'05 Mustang roars to 47 percent sales gain
By Sharon Silke Carty / USA TODAY
DETROIT -- It didn't take quite as long as a pregnancy, but Angela Biesecker was eager for her baby to arrive.
Like lots of expectant parents, Biesecker trolled Internet sites looking for more information, wondering how long it would take and what to expect when it finally came.
And then on June 17 came the moment she was waiting for: a call from her local Ford dealer. Her 2005 Legend Lime Mustang was finally delivered.
"It took five months and three days," says Biesecker of Neenah, Wis. "I was fine with the wait. I was just more worried about not getting it before the production year ended."
Biesecker, who put a $100 deposit on the car in early January, may be among the last people who ordered a 2005 who will actually get one. Ford is working hard to fill the remaining 5,500 outstanding Mustang orders but has told dealers to stop taking 2005 orders and start selling the 2006 models.
For the 2005 model year, Ford redesigned the Mustang for the first time since 1994, and buyers have been lined up since long before it went on sale in October. The automaker gave its iconic car a retro look with round headlights, chrome details inside and a throaty roar when accelerating, all hearkening back to its mid-'60s roots. And fans have been enthralled.
Sales of the Mustang are up 47 percent through the end of May over what they were last year before the redesign. The redesigned car is selling better than Chrysler's popular 300 sedan. It also is outselling 13 brands, including Scion, Saturn, Mercedes-Benz and Subaru.
"Demand for the 2005 model has already been filled from a production standpoint," says Jim Owens, marketing manager for Mustang. "We haven't seen anything like this for Mustang in recent history."
The Mustang buzz is so hot, in fact, it's even helping boost the price of used 2003 and 2004 models from before the redesign. Kelley Blue Book says used values have been up as much as $1,000 at auction as dealers scramble to have something on their lots to offer customers if they can't provide a new model.
"The introduction of a new vehicle typically brings down the value of the car it replaces, but we have found an anomaly in the Mustang," says Jack Nerad, editorial director and executive market analyst at Kelley Blue Book. "We have seen this phenomenon before but never to this extent and for this long a period."
The last time used values went up after a new model was introduced was in 2001 when BMW introduced the new 7 Series, which loyal BMW fans initially despised.
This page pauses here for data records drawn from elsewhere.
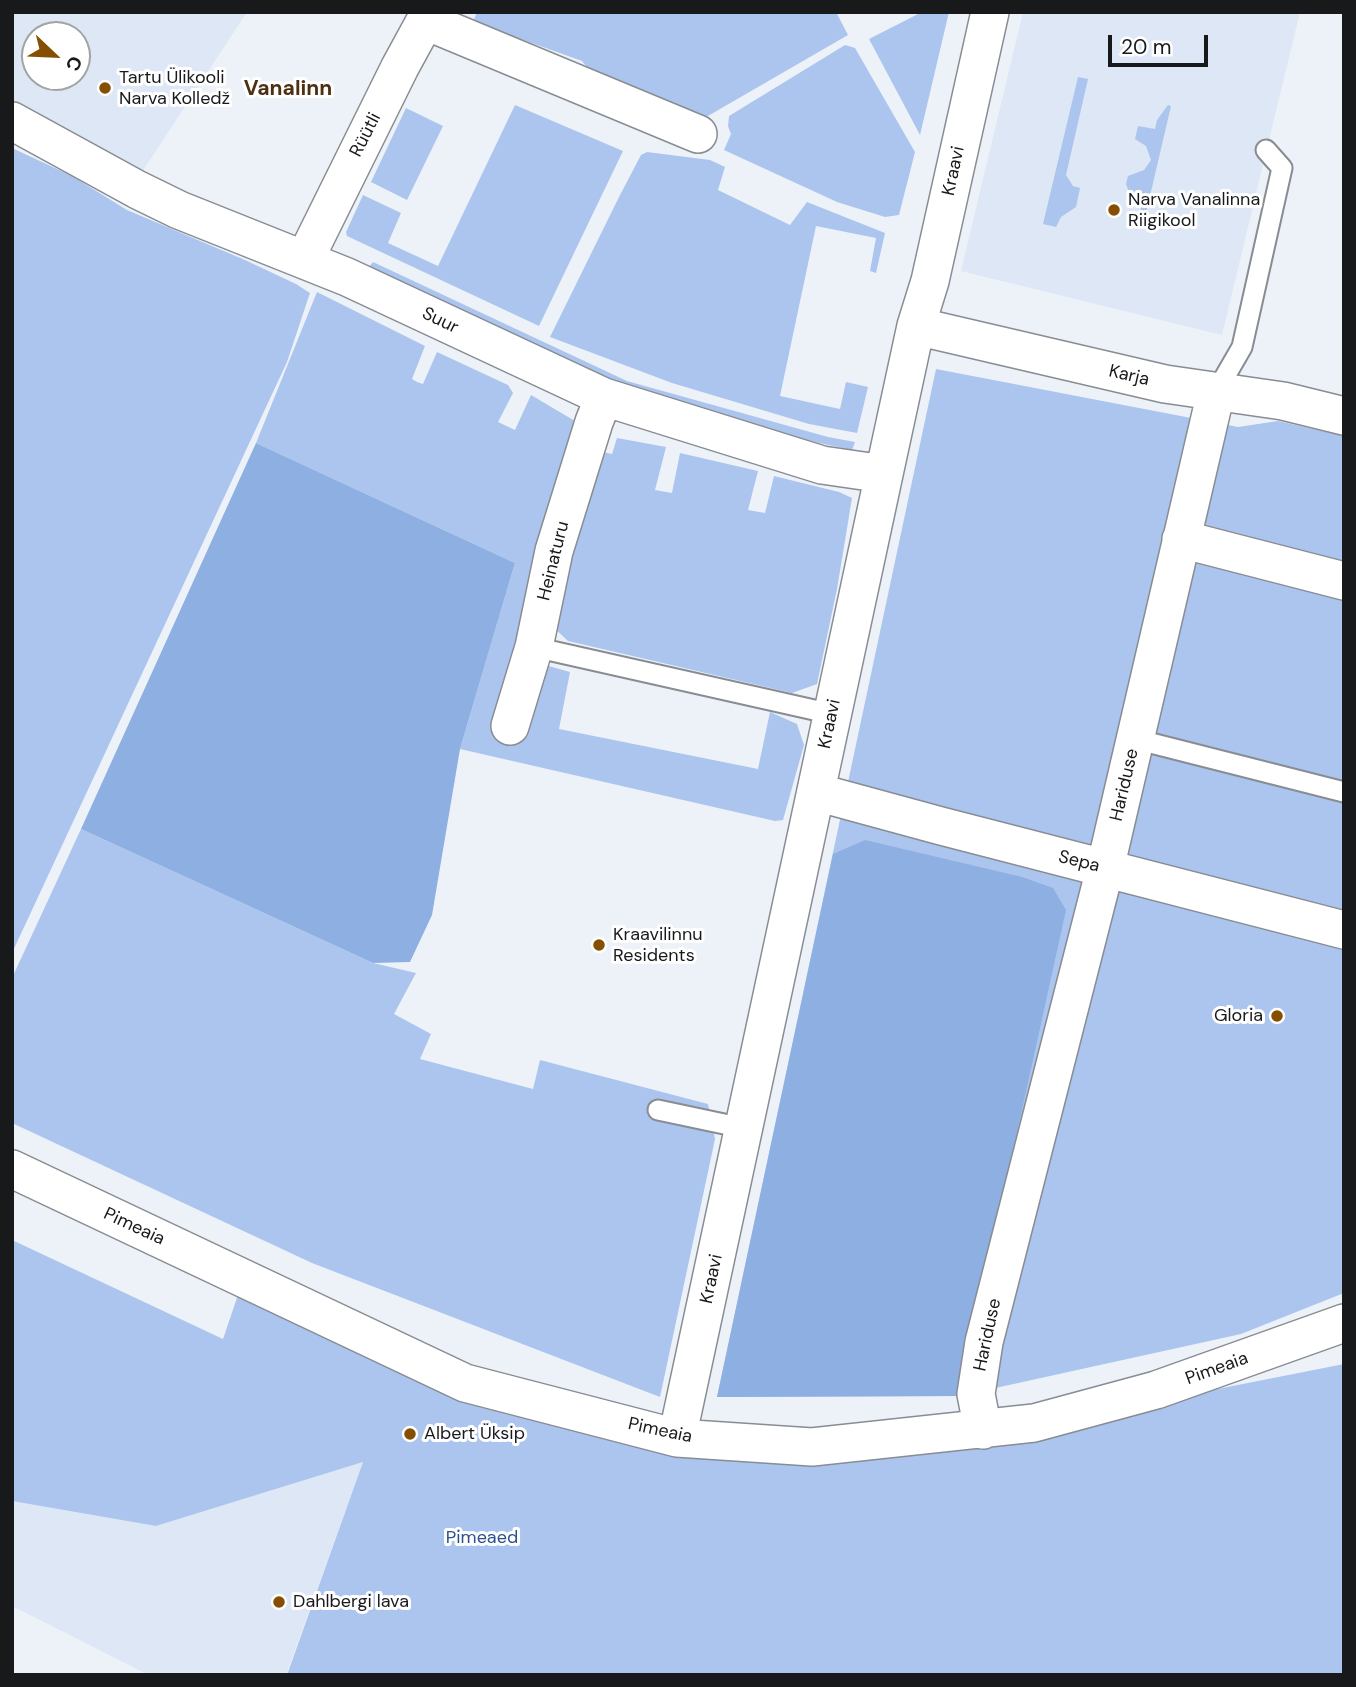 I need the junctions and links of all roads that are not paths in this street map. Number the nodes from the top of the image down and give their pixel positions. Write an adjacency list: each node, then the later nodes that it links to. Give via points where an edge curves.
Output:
1 (990, 12): 7 (street, Kraavi)
2 (428, 16): 4 (street); 6 (street, Rüütli)
3 (12, 121): 6 (street, Suur, via 179,210)
4 (698, 134)
5 (1266, 150): 8 (lane, Hariduse, via 1282,168 1242,347)
6 (305, 259): 9 (street, Suur)
7 (916, 326): 8 (street, Karja, via 1165,384); 11 (street, Kraavi)
8 (1216, 391): 10 (street, Karja); 12 (street, Hariduse)
9 (604, 397): 11 (street, Suur, via 822,465); 14 (street, Heinaturu, via 554,551)
10 (1344, 416)
11 (884, 474): 15 (street, Kraavi)
12 (1181, 539): 13 (street); 17 (street, Hariduse)
13 (1344, 580)
14 (534, 647): 15 (lane); 16 (street, Heinaturu)
15 (832, 714): 18 (street, Kraavi)
16 (510, 726)
17 (1135, 739): 19 (lane); 20 (street, Hariduse)
18 (816, 792): 20 (street, Sepa); 23 (street, Kraavi)
19 (1344, 792)
20 (1105, 869): 21 (street, Sepa); 26 (street, Hariduse, via 984,1342 976,1394)
21 (1344, 930)
22 (658, 1110): 23 (lane)
23 (743, 1128): 27 (street, Kraavi)
24 (12, 1169): 27 (street, Pimeaia, via 466,1383)
25 (1344, 1323): 26 (street, Pimeaia, via 1156,1390 1034,1423)
26 (982, 1430): 27 (street, Pimeaia, via 812,1447)
27 (677, 1438)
Demand went up for the less controversial older model for about a month or so.
Most of the back orders for the new Mustang are for the GT model, which has a 300-horsepower V-8 engine and sells for about $25,000. Many dealers have the 210-horsepower V-6 model on their lots, but those don't stay around for long - less than three weeks, on average. "I'm not out of cars, but that car is the hottest car on the market right now," says Dan Hay, a dealer in Bakersfield, Calif.
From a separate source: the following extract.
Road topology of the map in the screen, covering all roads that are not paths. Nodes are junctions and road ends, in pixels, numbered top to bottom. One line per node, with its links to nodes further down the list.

Waiting has become almost as entertaining for buyers as actually getting the car. At some Internet sites, such as BlueOvalNews.com, Mustang buyers have hooked up with anonymous Ford employees to track where in the production cycle their car is.
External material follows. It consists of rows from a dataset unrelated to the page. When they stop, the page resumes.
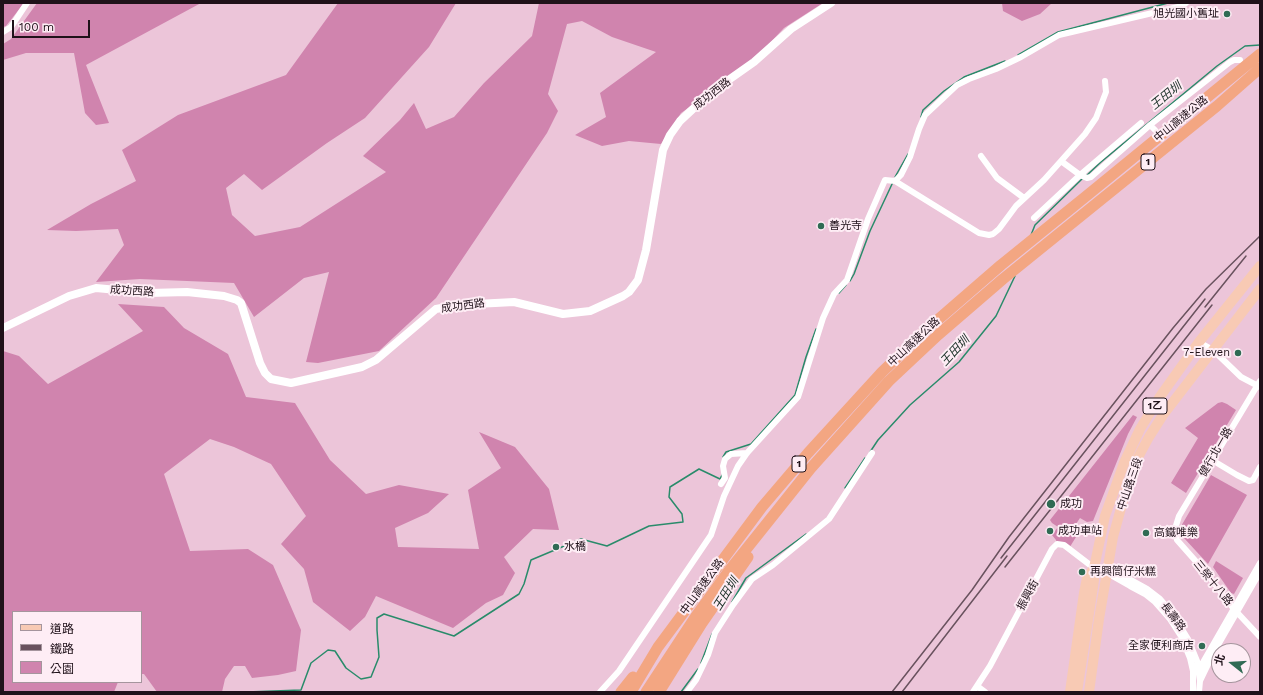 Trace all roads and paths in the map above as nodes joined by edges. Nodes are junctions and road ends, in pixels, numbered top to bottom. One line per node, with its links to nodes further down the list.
1 (27, 3): 4 (street)
2 (831, 3): 20 (street, 成功西路)
3 (1186, 3): 15 (street)
4 (3, 32)
5 (1260, 54): 37 (highway, 中山高速公路 / 1)
6 (1240, 60): 10 (street)
7 (1260, 68): 30 (highway, 中山高速公路 / 1)
8 (1105, 81): 13 (street)
9 (1141, 122): 14 (street)
10 (1150, 125): 11 (street); 14 (street)
11 (1155, 130)
12 (982, 156): 16 (street)
13 (1061, 161): 14 (street); 16 (street)
14 (1080, 175): 17 (street)
15 (894, 181): 16 (street); 24 (street)
16 (1024, 198)
17 (1034, 218)
18 (1260, 266): 21 (main road, 中山路三段 / 1乙)
19 (1260, 289): 22 (main road, 中山路三段 / 1乙)
20 (3, 328)
21 (1199, 342): 22 (street); 32 (main road, 中山路三段 / 1乙)
22 (1213, 350): 23 (street); 34 (main road, 中山路三段 / 1乙)
23 (1259, 385): 26 (street, 健行北一路)
24 (746, 453): 28 (street); 45 (street)
25 (872, 453): 50 (street)
26 (1212, 460): 27 (street); 29 (street, 健行北一路)
27 (1260, 468)
28 (721, 484)
29 (1175, 525): 35 (street, 三榮十八路)
30 (760, 531): 48 (highway, 中山高速公路 / 1); 49 (highway)
31 (1260, 563): 35 (street)
32 (1094, 568): 34 (street, 長壽路); 43 (street, 振興街); 53 (main road, 中山路三段); 54 (main road, 中山路三段 / 1乙)
33 (1260, 572): 35 (street)
34 (1107, 573): 38 (street, 長壽路); 41 (street, 長壽路); 55 (main road, 中山路三段 / 1乙)
35 (1235, 610): 36 (street, 三榮十八路); 39 (street); 42 (street)
36 (1260, 637)
37 (658, 647): 46 (highway); 47 (highway, 中山高速公路 / 1)
38 (1192, 650): 39 (street); 40 (street, 長壽路)
39 (1206, 655): 40 (street)
40 (1198, 670): 41 (street); 42 (street, 長壽路)
41 (1193, 679): 44 (street, 長壽路)
42 (1200, 681): 44 (street)
43 (977, 686): 51 (street, 振興街); 52 (street)
44 (1195, 691)
45 (600, 692)
46 (621, 692)
47 (631, 692)
48 (646, 692)
49 (659, 692)
50 (687, 692)
51 (973, 692)
52 (985, 692)
53 (1070, 692)
54 (1078, 692)
55 (1089, 692) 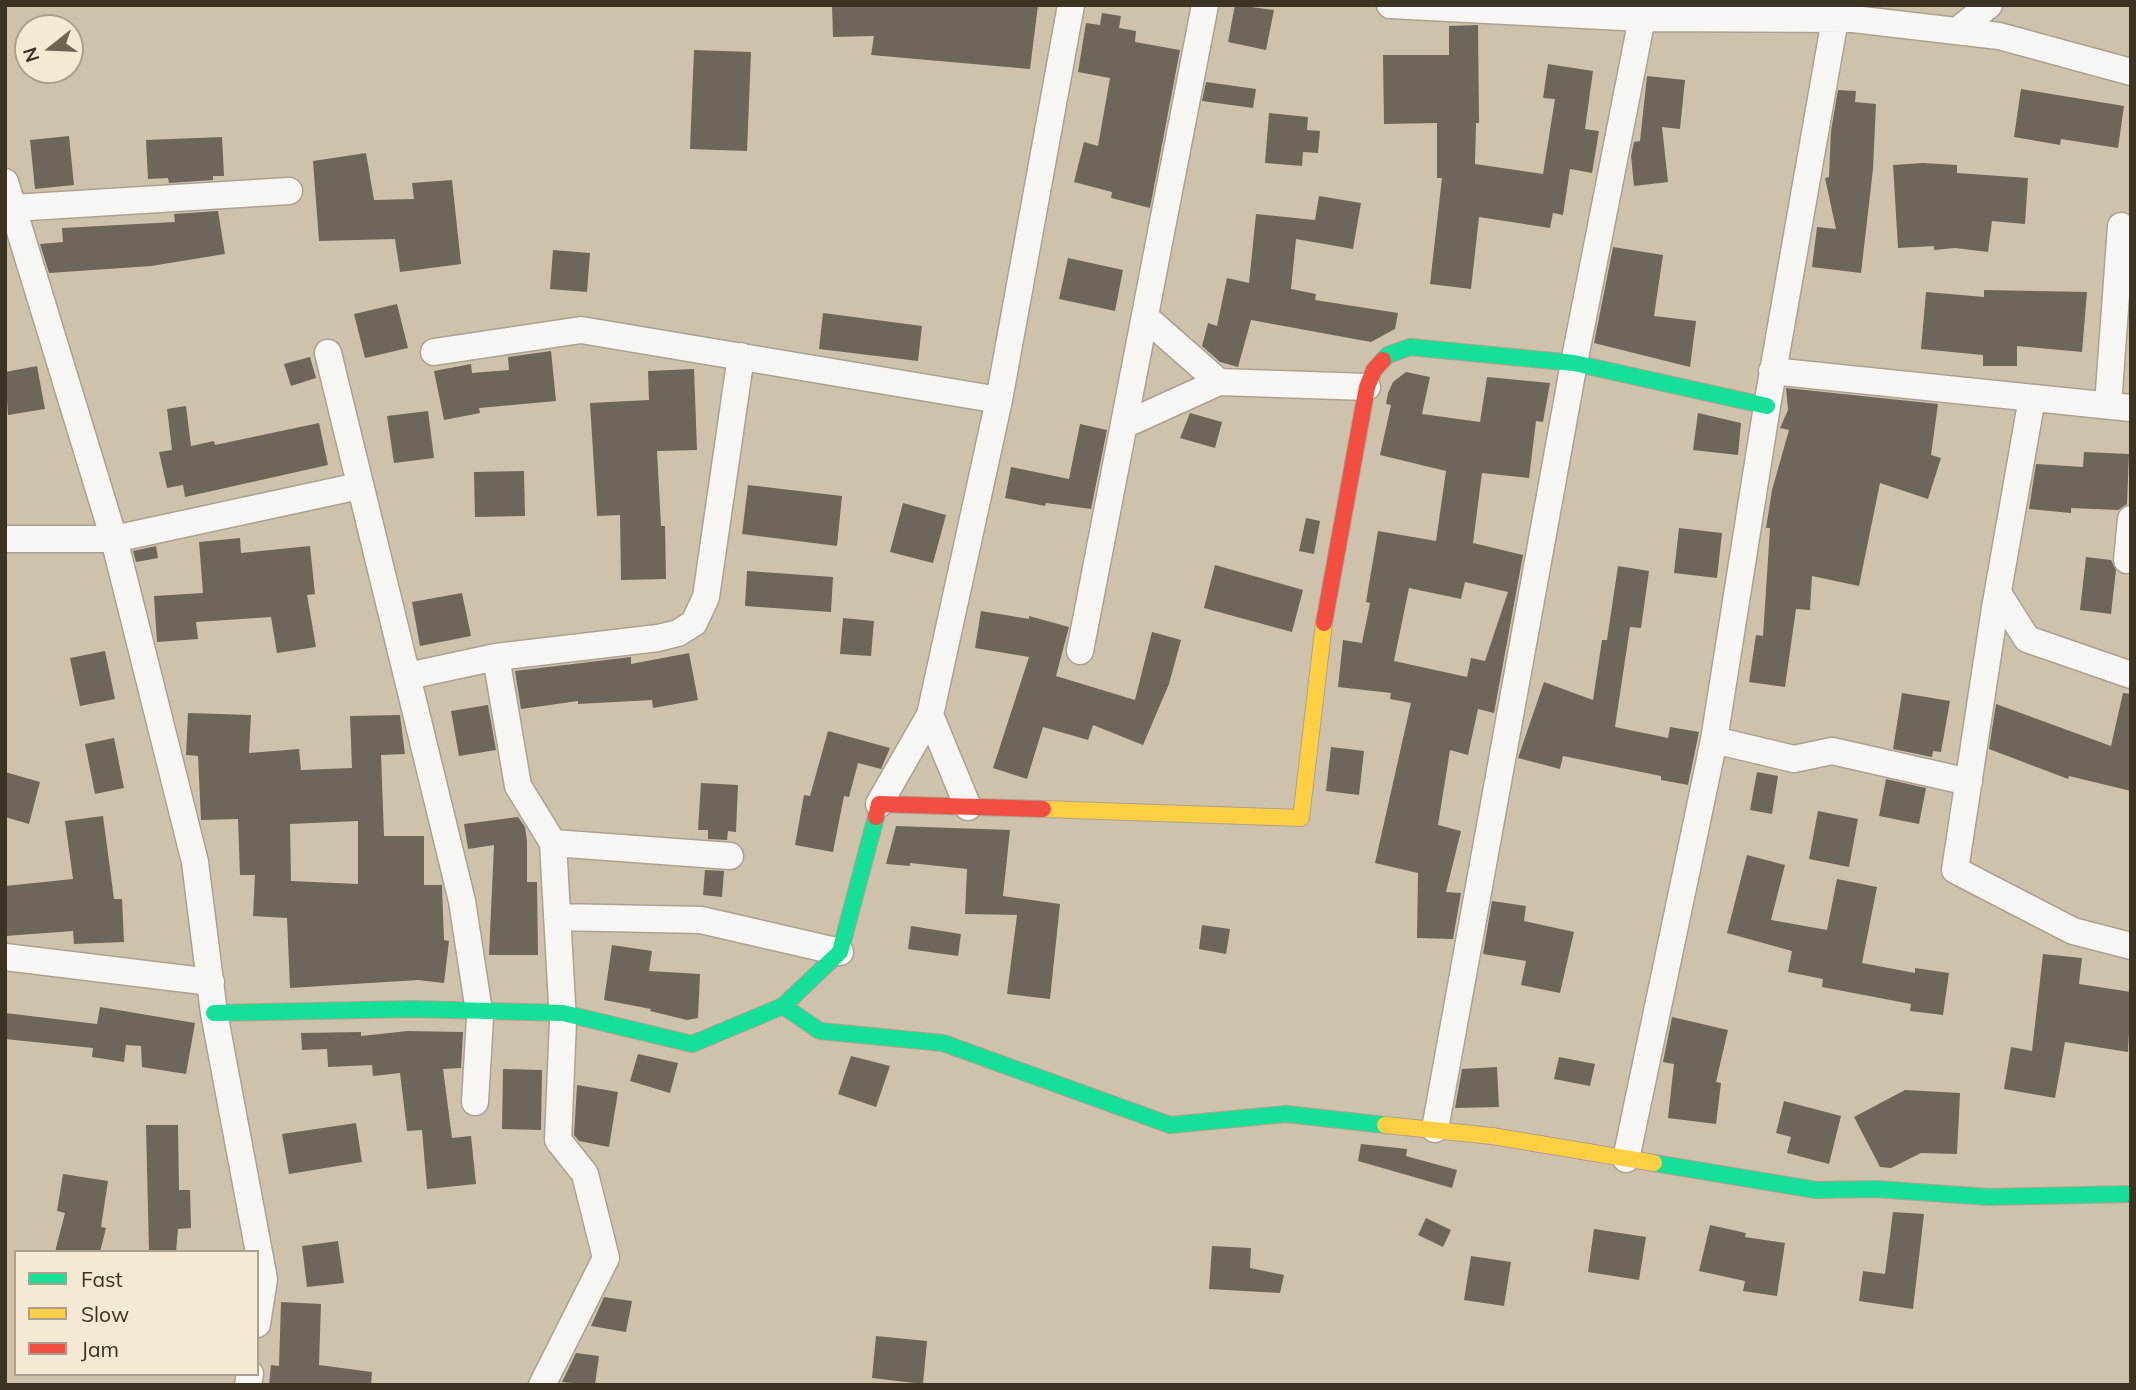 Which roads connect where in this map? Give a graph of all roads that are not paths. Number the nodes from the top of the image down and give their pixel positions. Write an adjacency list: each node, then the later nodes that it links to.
1 (1071, 5): 23 (street)
2 (1205, 5): 14 (street)
3 (1390, 5): 5 (street)
4 (1989, 5): 8 (street)
5 (1498, 8): 6 (street)
6 (1642, 18): 7 (street); 18 (street)
7 (1835, 19): 8 (street); 19 (street)
8 (1957, 31): 9 (street)
9 (2131, 72)
10 (5, 182): 12 (street)
11 (289, 191): 12 (street)
12 (13, 208): 30 (street)
13 (2121, 226): 25 (street)
14 (1145, 317): 20 (street); 26 (street)
15 (434, 352): 17 (street)
16 (328, 353): 27 (street)
17 (741, 356): 23 (street); 34 (street)
18 (1574, 363): 21 (street); 24 (street); 54 (street)
19 (1772, 371): 22 (street); 24 (street)
20 (1219, 382): 21 (street); 26 (street)
21 (1367, 387): 41 (street)
22 (2032, 398): 25 (street); 32 (street)
23 (999, 400): 37 (street)
24 (1766, 406): 38 (street)
25 (2119, 407)
26 (1124, 425): 33 (street)
27 (359, 486): 30 (street); 35 (street)
28 (2131, 519): 31 (street)
29 (5, 539): 30 (street)
30 (114, 539): 48 (street)
31 (2127, 560)
32 (1998, 593): 36 (street); 39 (street)
33 (1080, 651)
34 (496, 657): 35 (street); 42 (street)
35 (408, 676): 50 (street)
36 (2131, 676)
37 (930, 715): 40 (street); 41 (street)
38 (1714, 740): 39 (street); 55 (street)
39 (1969, 782): 45 (street)
40 (879, 804): 41 (street); 46 (street)
41 (968, 807)
42 (553, 843): 43 (street); 44 (street)
43 (730, 856)
44 (557, 917): 46 (street); 52 (street)
45 (2131, 946)
46 (840, 952): 49 (street)
47 (5, 957): 48 (street)
48 (211, 982): 51 (street)
49 (783, 1006): 52 (street); 54 (street)
50 (479, 1011): 51 (street); 52 (street); 53 (street)
51 (214, 1013): 57 (street)
52 (563, 1013): 60 (street)
53 (475, 1102)
54 (1435, 1129): 55 (street)
55 (1626, 1159): 56 (street)
56 (2131, 1194)
57 (259, 1250)
58 (259, 1252): 59 (street)
59 (259, 1311)
60 (542, 1385)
Someone even leaked a number usually reserved for dealers that lets buyers check on their car. Armed with their vehicle identification number, buyers-to-be can check whether their car has been scheduled for a build date, if it's already on the line or if it's in the process of being delivered to their dealer.
"I was probably checking a couple times a week," says Jim Vance, a Cincinnati resident who picked up his Sonic Blue GT convertible last week. "It's just because I was so excited about the car."
Art Spinella, an analyst at CNW Marketing Research, says he expects demand for the Mustang will remain strong for about 18 months. Considering the car went on sale in October, that means supply could stay limited until next April.
"There's an awful lot of breadth to the Mustang but not a lot of depth," Spinella says. "A lot of people would consider driving one, but it isn't a primary vehicle in a household."